Man of 1000 Voices at 100

Perhaps the most talented voice actor of the twentieth century, Mel Blanc, nicknamed "Man of 1000 Voices," was born 100 years ago today. Blanc died in 1989, but his memorable vocal creations live on in Warner Brothers cartoons and elsewhere. We all instantly recognize the images of Bugs Bunny, Daffy Duck, Sylvester Pussycat, Porky Pig, and Elmer Fudd--but rarely do we conceive of them separately from their distinctive voices. Indeed, these 'toon characters' bodily movements seem irrevocably sutured to their voice: if they couldn't move, they couldn't speak, and vice versa. In a sense, their voices animate them. Among his other vocal characterizations were Pepe le Pew, Foghorn Leghorn, Wile E. Coyote (when he spoke--rarely), Marvin the Martian, Barney Rubble, Woody Woodpecker (initially), the Tasmanian Devil, Speedy Gonzalez, and Yosemite Sam, the diminutive but feisty cowboy who was "the blood-thirstiest, shoot-'em firstiest, goshdarn worstiest bandit North, South, East and West of the Pecos!"

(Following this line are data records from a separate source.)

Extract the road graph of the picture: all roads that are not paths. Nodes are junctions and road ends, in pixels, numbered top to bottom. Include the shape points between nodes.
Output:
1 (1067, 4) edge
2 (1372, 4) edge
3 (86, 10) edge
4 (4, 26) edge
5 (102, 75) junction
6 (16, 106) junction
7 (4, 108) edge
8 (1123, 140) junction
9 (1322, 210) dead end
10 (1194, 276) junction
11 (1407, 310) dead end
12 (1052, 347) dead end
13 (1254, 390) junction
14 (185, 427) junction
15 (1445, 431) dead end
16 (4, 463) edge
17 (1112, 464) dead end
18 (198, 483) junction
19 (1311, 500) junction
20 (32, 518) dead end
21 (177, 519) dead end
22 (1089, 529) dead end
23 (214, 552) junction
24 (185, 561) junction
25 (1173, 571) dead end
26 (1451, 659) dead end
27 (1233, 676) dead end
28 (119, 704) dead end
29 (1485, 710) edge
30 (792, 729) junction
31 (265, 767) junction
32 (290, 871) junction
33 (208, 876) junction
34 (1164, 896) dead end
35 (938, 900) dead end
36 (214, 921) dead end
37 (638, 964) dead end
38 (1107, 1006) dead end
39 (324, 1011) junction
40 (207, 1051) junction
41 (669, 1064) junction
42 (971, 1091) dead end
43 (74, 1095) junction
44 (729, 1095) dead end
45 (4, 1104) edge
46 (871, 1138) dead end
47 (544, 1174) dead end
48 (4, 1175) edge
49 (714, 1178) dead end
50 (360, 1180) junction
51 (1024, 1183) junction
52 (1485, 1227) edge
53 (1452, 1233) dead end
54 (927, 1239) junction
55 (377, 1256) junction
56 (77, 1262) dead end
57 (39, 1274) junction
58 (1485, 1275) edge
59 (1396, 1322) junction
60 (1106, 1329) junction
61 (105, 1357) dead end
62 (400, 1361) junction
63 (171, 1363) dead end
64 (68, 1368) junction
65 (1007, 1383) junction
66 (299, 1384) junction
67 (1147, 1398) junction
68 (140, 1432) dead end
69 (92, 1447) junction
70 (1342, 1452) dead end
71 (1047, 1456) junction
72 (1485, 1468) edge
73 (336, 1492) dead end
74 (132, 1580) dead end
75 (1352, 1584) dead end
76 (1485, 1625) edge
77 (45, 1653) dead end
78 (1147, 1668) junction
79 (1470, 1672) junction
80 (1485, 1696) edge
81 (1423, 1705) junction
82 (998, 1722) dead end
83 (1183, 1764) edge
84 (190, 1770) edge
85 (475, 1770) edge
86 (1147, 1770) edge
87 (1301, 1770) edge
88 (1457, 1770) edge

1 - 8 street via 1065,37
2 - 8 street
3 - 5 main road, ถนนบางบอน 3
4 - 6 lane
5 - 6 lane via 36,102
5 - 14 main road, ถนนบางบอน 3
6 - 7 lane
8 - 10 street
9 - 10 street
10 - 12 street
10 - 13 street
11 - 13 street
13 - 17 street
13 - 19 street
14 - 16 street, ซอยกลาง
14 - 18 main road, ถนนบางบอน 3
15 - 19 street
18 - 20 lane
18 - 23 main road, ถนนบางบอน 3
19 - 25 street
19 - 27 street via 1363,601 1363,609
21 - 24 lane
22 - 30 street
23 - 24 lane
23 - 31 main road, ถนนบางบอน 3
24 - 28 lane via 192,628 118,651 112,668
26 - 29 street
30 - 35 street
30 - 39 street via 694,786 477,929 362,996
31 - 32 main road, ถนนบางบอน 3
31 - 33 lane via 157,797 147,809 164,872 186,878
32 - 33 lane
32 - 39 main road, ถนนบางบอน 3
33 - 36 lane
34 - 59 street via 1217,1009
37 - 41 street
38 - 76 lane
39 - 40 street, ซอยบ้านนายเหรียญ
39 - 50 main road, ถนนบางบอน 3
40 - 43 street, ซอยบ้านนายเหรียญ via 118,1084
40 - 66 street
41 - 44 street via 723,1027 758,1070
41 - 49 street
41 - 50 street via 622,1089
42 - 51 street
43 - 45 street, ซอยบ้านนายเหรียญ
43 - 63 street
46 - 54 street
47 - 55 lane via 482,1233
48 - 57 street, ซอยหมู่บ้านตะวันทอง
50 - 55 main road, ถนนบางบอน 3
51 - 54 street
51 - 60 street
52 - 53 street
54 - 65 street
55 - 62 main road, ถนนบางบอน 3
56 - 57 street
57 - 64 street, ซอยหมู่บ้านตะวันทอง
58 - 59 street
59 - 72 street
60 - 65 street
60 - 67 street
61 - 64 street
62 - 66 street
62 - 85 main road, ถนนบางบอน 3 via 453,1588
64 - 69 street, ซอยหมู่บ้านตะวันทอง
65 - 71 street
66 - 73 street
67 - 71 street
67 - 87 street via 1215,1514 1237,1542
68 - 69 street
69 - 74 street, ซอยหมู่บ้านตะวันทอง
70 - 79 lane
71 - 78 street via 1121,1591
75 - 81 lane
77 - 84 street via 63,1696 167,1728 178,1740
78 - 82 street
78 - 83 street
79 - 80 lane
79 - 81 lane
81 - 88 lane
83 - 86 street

Because Mel Blanc is so strongly associated with his vocal characterizations, one doesn't immediately think of the few feature motion pictures in which he had supporting roles--Neptune's Daughter (1949) and Kiss Me Stupid (1964)--for instance; if not classics, they are still well worth seeking out simply to see the man as an actor. Although there are many websites devoted to Mel Blanc, a good overview of the "Man of 1000 Voices," by Kim Newman (find his link to the right), is available here.

That's all, folks!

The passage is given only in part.